[Source records]
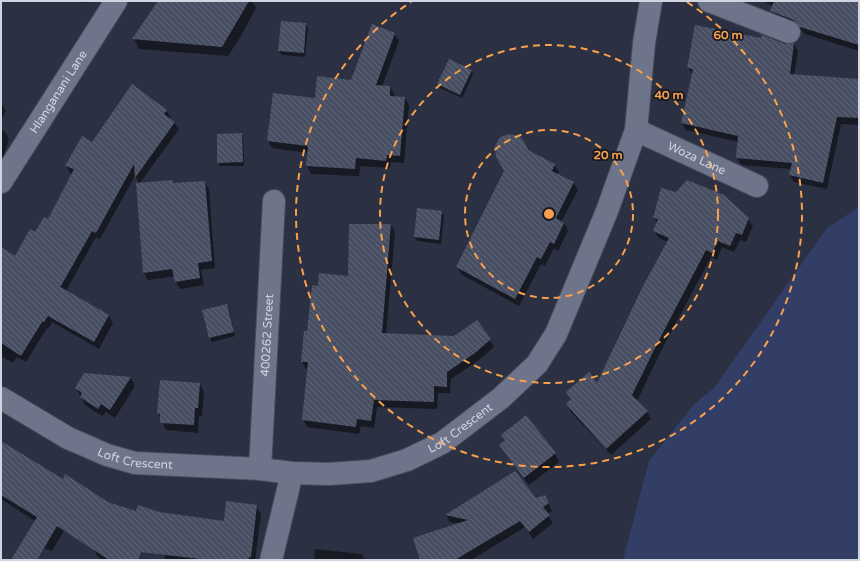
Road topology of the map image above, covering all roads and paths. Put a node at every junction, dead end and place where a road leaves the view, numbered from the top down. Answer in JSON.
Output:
{"nodes":[{"id":1,"x":116,"y":1,"type":"edge"},
{"id":2,"x":651,"y":1,"type":"edge"},
{"id":3,"x":709,"y":1,"type":"edge"},
{"id":4,"x":789,"y":32,"type":"dead end"},
{"id":5,"x":636,"y":130,"type":"junction"},
{"id":6,"x":1,"y":182,"type":"edge"},
{"id":7,"x":757,"y":186,"type":"dead end"},
{"id":8,"x":274,"y":201,"type":"dead end"},
{"id":9,"x":1,"y":398,"type":"edge"},
{"id":10,"x":260,"y":469,"type":"junction"},
{"id":11,"x":292,"y":473,"type":"junction"},
{"id":12,"x":271,"y":560,"type":"edge"}],
"edges":[{"from":1,"to":6,"type":"street","name":"Hlanganani Lane"},
{"from":2,"to":5,"type":"street","name":"Loft Crescent"},
{"from":3,"to":4,"type":"street"},
{"from":5,"to":7,"type":"street","name":"Woza Lane"},
{"from":5,"to":11,"type":"street","name":"Loft Crescent"},
{"from":8,"to":10,"type":"street","name":"400262 Street"},
{"from":9,"to":10,"type":"street","name":"Loft Crescent"},
{"from":10,"to":11,"type":"street","name":"Loft Crescent"},
{"from":11,"to":12,"type":"street"}]}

■ Task details
Only the text is to be copied: please reproduce the records exactly and drop the pictures.

■ Expected answer
Road topology of the map image above, covering all roads and paths. Put a node at every junction, dead end and place where a road leaves the view, numbered from the top down. Answer in JSON.
Output:
{"nodes":[{"id":1,"x":116,"y":1,"type":"edge"},
{"id":2,"x":651,"y":1,"type":"edge"},
{"id":3,"x":709,"y":1,"type":"edge"},
{"id":4,"x":789,"y":32,"type":"dead end"},
{"id":5,"x":636,"y":130,"type":"junction"},
{"id":6,"x":1,"y":182,"type":"edge"},
{"id":7,"x":757,"y":186,"type":"dead end"},
{"id":8,"x":274,"y":201,"type":"dead end"},
{"id":9,"x":1,"y":398,"type":"edge"},
{"id":10,"x":260,"y":469,"type":"junction"},
{"id":11,"x":292,"y":473,"type":"junction"},
{"id":12,"x":271,"y":560,"type":"edge"}],
"edges":[{"from":1,"to":6,"type":"street","name":"Hlanganani Lane"},
{"from":2,"to":5,"type":"street","name":"Loft Crescent"},
{"from":3,"to":4,"type":"street"},
{"from":5,"to":7,"type":"street","name":"Woza Lane"},
{"from":5,"to":11,"type":"street","name":"Loft Crescent"},
{"from":8,"to":10,"type":"street","name":"400262 Street"},
{"from":9,"to":10,"type":"street","name":"Loft Crescent"},
{"from":10,"to":11,"type":"street","name":"Loft Crescent"},
{"from":11,"to":12,"type":"street"}]}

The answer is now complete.